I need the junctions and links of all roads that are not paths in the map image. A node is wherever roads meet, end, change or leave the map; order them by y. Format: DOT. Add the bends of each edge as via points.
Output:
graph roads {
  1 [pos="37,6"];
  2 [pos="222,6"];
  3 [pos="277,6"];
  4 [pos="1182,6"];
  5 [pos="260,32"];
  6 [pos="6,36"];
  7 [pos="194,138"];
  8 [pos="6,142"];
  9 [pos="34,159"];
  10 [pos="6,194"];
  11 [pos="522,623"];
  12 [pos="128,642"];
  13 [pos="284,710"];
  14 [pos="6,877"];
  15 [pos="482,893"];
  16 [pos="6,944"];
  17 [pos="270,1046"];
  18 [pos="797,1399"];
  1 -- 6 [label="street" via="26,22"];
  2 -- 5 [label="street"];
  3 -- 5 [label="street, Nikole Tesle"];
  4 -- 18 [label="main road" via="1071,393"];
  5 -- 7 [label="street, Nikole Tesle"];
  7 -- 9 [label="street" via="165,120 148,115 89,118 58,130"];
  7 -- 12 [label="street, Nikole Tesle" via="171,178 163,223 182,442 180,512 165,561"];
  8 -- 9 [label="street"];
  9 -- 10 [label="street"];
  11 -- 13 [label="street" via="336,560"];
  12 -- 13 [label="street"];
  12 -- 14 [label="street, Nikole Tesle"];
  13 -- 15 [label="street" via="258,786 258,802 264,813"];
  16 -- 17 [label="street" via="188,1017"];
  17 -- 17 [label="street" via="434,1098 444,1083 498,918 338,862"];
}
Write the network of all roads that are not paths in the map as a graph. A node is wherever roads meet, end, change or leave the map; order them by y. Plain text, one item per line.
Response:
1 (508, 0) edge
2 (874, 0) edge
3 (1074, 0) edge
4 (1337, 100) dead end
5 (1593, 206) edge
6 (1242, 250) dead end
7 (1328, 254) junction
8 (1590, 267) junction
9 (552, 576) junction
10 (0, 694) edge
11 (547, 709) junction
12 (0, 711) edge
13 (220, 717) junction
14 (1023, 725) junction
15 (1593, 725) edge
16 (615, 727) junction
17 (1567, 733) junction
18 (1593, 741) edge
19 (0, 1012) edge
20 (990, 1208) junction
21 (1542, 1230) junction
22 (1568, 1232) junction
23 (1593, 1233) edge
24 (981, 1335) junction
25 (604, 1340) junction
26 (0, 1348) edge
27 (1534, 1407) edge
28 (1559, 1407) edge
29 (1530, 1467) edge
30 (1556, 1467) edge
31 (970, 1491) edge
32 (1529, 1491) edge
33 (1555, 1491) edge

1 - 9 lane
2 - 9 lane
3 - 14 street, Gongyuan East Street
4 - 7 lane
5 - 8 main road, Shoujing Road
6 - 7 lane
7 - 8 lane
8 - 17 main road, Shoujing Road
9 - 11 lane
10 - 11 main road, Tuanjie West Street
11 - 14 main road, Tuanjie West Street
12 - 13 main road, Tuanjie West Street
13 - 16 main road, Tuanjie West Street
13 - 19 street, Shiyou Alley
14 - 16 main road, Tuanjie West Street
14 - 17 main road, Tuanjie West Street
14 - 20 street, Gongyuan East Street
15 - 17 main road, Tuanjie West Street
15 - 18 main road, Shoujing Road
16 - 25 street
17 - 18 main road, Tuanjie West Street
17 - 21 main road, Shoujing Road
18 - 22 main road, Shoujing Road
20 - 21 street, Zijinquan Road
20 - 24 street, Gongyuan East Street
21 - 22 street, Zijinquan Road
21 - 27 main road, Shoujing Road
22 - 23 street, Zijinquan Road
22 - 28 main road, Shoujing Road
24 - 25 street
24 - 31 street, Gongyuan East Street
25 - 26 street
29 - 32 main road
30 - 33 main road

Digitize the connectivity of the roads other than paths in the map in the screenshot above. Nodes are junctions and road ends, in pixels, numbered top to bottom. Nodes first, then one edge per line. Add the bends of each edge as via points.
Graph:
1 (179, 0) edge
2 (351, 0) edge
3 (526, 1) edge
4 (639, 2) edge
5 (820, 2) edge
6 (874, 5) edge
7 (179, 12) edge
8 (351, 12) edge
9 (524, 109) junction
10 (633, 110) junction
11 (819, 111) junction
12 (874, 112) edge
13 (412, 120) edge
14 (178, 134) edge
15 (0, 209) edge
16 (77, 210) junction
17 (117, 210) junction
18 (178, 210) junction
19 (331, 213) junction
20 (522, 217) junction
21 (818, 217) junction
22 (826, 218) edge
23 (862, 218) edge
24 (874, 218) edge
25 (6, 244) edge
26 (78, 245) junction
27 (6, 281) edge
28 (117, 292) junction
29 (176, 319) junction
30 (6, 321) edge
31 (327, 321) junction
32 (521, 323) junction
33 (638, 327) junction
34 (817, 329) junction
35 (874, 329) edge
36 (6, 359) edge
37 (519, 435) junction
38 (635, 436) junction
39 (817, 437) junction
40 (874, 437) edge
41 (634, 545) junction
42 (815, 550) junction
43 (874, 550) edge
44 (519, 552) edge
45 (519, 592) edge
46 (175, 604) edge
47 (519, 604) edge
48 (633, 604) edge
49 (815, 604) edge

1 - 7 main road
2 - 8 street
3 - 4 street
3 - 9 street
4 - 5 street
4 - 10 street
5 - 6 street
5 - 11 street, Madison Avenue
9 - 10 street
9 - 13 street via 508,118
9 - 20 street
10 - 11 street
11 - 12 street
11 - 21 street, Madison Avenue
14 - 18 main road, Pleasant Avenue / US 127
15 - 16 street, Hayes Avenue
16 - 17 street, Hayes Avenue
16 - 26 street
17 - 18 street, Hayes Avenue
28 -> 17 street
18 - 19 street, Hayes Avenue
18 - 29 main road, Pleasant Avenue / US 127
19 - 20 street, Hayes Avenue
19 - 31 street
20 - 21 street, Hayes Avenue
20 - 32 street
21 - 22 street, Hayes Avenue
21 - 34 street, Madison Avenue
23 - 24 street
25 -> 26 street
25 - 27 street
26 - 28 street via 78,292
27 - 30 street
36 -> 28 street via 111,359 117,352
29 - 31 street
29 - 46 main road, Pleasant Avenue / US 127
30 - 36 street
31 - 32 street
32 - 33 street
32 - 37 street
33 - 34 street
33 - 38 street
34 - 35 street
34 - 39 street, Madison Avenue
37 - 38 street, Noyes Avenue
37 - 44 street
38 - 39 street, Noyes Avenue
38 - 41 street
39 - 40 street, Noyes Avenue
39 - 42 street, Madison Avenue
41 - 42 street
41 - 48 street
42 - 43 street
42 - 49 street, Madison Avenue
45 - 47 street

- - - - - - -

Faithfully copy every entry, leaving nothing out.

Answer below:
I need the junctions and links of all roads that are not paths in the map image. A node is wherever roads meet, end, change or leave the map; order them by y. Format: DOT. Add the bends of each edge as via points.
Output:
graph roads {
  1 [pos="37,6"];
  2 [pos="222,6"];
  3 [pos="277,6"];
  4 [pos="1182,6"];
  5 [pos="260,32"];
  6 [pos="6,36"];
  7 [pos="194,138"];
  8 [pos="6,142"];
  9 [pos="34,159"];
  10 [pos="6,194"];
  11 [pos="522,623"];
  12 [pos="128,642"];
  13 [pos="284,710"];
  14 [pos="6,877"];
  15 [pos="482,893"];
  16 [pos="6,944"];
  17 [pos="270,1046"];
  18 [pos="797,1399"];
  1 -- 6 [label="street" via="26,22"];
  2 -- 5 [label="street"];
  3 -- 5 [label="street, Nikole Tesle"];
  4 -- 18 [label="main road" via="1071,393"];
  5 -- 7 [label="street, Nikole Tesle"];
  7 -- 9 [label="street" via="165,120 148,115 89,118 58,130"];
  7 -- 12 [label="street, Nikole Tesle" via="171,178 163,223 182,442 180,512 165,561"];
  8 -- 9 [label="street"];
  9 -- 10 [label="street"];
  11 -- 13 [label="street" via="336,560"];
  12 -- 13 [label="street"];
  12 -- 14 [label="street, Nikole Tesle"];
  13 -- 15 [label="street" via="258,786 258,802 264,813"];
  16 -- 17 [label="street" via="188,1017"];
  17 -- 17 [label="street" via="434,1098 444,1083 498,918 338,862"];
}
Write the network of all roads that are not paths in the map as a graph. A node is wherever roads meet, end, change or leave the map; order them by y. Plain text, one item per line.
Response:
1 (508, 0) edge
2 (874, 0) edge
3 (1074, 0) edge
4 (1337, 100) dead end
5 (1593, 206) edge
6 (1242, 250) dead end
7 (1328, 254) junction
8 (1590, 267) junction
9 (552, 576) junction
10 (0, 694) edge
11 (547, 709) junction
12 (0, 711) edge
13 (220, 717) junction
14 (1023, 725) junction
15 (1593, 725) edge
16 (615, 727) junction
17 (1567, 733) junction
18 (1593, 741) edge
19 (0, 1012) edge
20 (990, 1208) junction
21 (1542, 1230) junction
22 (1568, 1232) junction
23 (1593, 1233) edge
24 (981, 1335) junction
25 (604, 1340) junction
26 (0, 1348) edge
27 (1534, 1407) edge
28 (1559, 1407) edge
29 (1530, 1467) edge
30 (1556, 1467) edge
31 (970, 1491) edge
32 (1529, 1491) edge
33 (1555, 1491) edge

1 - 9 lane
2 - 9 lane
3 - 14 street, Gongyuan East Street
4 - 7 lane
5 - 8 main road, Shoujing Road
6 - 7 lane
7 - 8 lane
8 - 17 main road, Shoujing Road
9 - 11 lane
10 - 11 main road, Tuanjie West Street
11 - 14 main road, Tuanjie West Street
12 - 13 main road, Tuanjie West Street
13 - 16 main road, Tuanjie West Street
13 - 19 street, Shiyou Alley
14 - 16 main road, Tuanjie West Street
14 - 17 main road, Tuanjie West Street
14 - 20 street, Gongyuan East Street
15 - 17 main road, Tuanjie West Street
15 - 18 main road, Shoujing Road
16 - 25 street
17 - 18 main road, Tuanjie West Street
17 - 21 main road, Shoujing Road
18 - 22 main road, Shoujing Road
20 - 21 street, Zijinquan Road
20 - 24 street, Gongyuan East Street
21 - 22 street, Zijinquan Road
21 - 27 main road, Shoujing Road
22 - 23 street, Zijinquan Road
22 - 28 main road, Shoujing Road
24 - 25 street
24 - 31 street, Gongyuan East Street
25 - 26 street
29 - 32 main road
30 - 33 main road

Digitize the connectivity of the roads other than paths in the map in the screenshot above. Nodes are junctions and road ends, in pixels, numbered top to bottom. Nodes first, then one edge per line. Add the bends of each edge as via points.
Graph:
1 (179, 0) edge
2 (351, 0) edge
3 (526, 1) edge
4 (639, 2) edge
5 (820, 2) edge
6 (874, 5) edge
7 (179, 12) edge
8 (351, 12) edge
9 (524, 109) junction
10 (633, 110) junction
11 (819, 111) junction
12 (874, 112) edge
13 (412, 120) edge
14 (178, 134) edge
15 (0, 209) edge
16 (77, 210) junction
17 (117, 210) junction
18 (178, 210) junction
19 (331, 213) junction
20 (522, 217) junction
21 (818, 217) junction
22 (826, 218) edge
23 (862, 218) edge
24 (874, 218) edge
25 (6, 244) edge
26 (78, 245) junction
27 (6, 281) edge
28 (117, 292) junction
29 (176, 319) junction
30 (6, 321) edge
31 (327, 321) junction
32 (521, 323) junction
33 (638, 327) junction
34 (817, 329) junction
35 (874, 329) edge
36 (6, 359) edge
37 (519, 435) junction
38 (635, 436) junction
39 (817, 437) junction
40 (874, 437) edge
41 (634, 545) junction
42 (815, 550) junction
43 (874, 550) edge
44 (519, 552) edge
45 (519, 592) edge
46 (175, 604) edge
47 (519, 604) edge
48 (633, 604) edge
49 (815, 604) edge

1 - 7 main road
2 - 8 street
3 - 4 street
3 - 9 street
4 - 5 street
4 - 10 street
5 - 6 street
5 - 11 street, Madison Avenue
9 - 10 street
9 - 13 street via 508,118
9 - 20 street
10 - 11 street
11 - 12 street
11 - 21 street, Madison Avenue
14 - 18 main road, Pleasant Avenue / US 127
15 - 16 street, Hayes Avenue
16 - 17 street, Hayes Avenue
16 - 26 street
17 - 18 street, Hayes Avenue
28 -> 17 street
18 - 19 street, Hayes Avenue
18 - 29 main road, Pleasant Avenue / US 127
19 - 20 street, Hayes Avenue
19 - 31 street
20 - 21 street, Hayes Avenue
20 - 32 street
21 - 22 street, Hayes Avenue
21 - 34 street, Madison Avenue
23 - 24 street
25 -> 26 street
25 - 27 street
26 - 28 street via 78,292
27 - 30 street
36 -> 28 street via 111,359 117,352
29 - 31 street
29 - 46 main road, Pleasant Avenue / US 127
30 - 36 street
31 - 32 street
32 - 33 street
32 - 37 street
33 - 34 street
33 - 38 street
34 - 35 street
34 - 39 street, Madison Avenue
37 - 38 street, Noyes Avenue
37 - 44 street
38 - 39 street, Noyes Avenue
38 - 41 street
39 - 40 street, Noyes Avenue
39 - 42 street, Madison Avenue
41 - 42 street
41 - 48 street
42 - 43 street
42 - 49 street, Madison Avenue
45 - 47 street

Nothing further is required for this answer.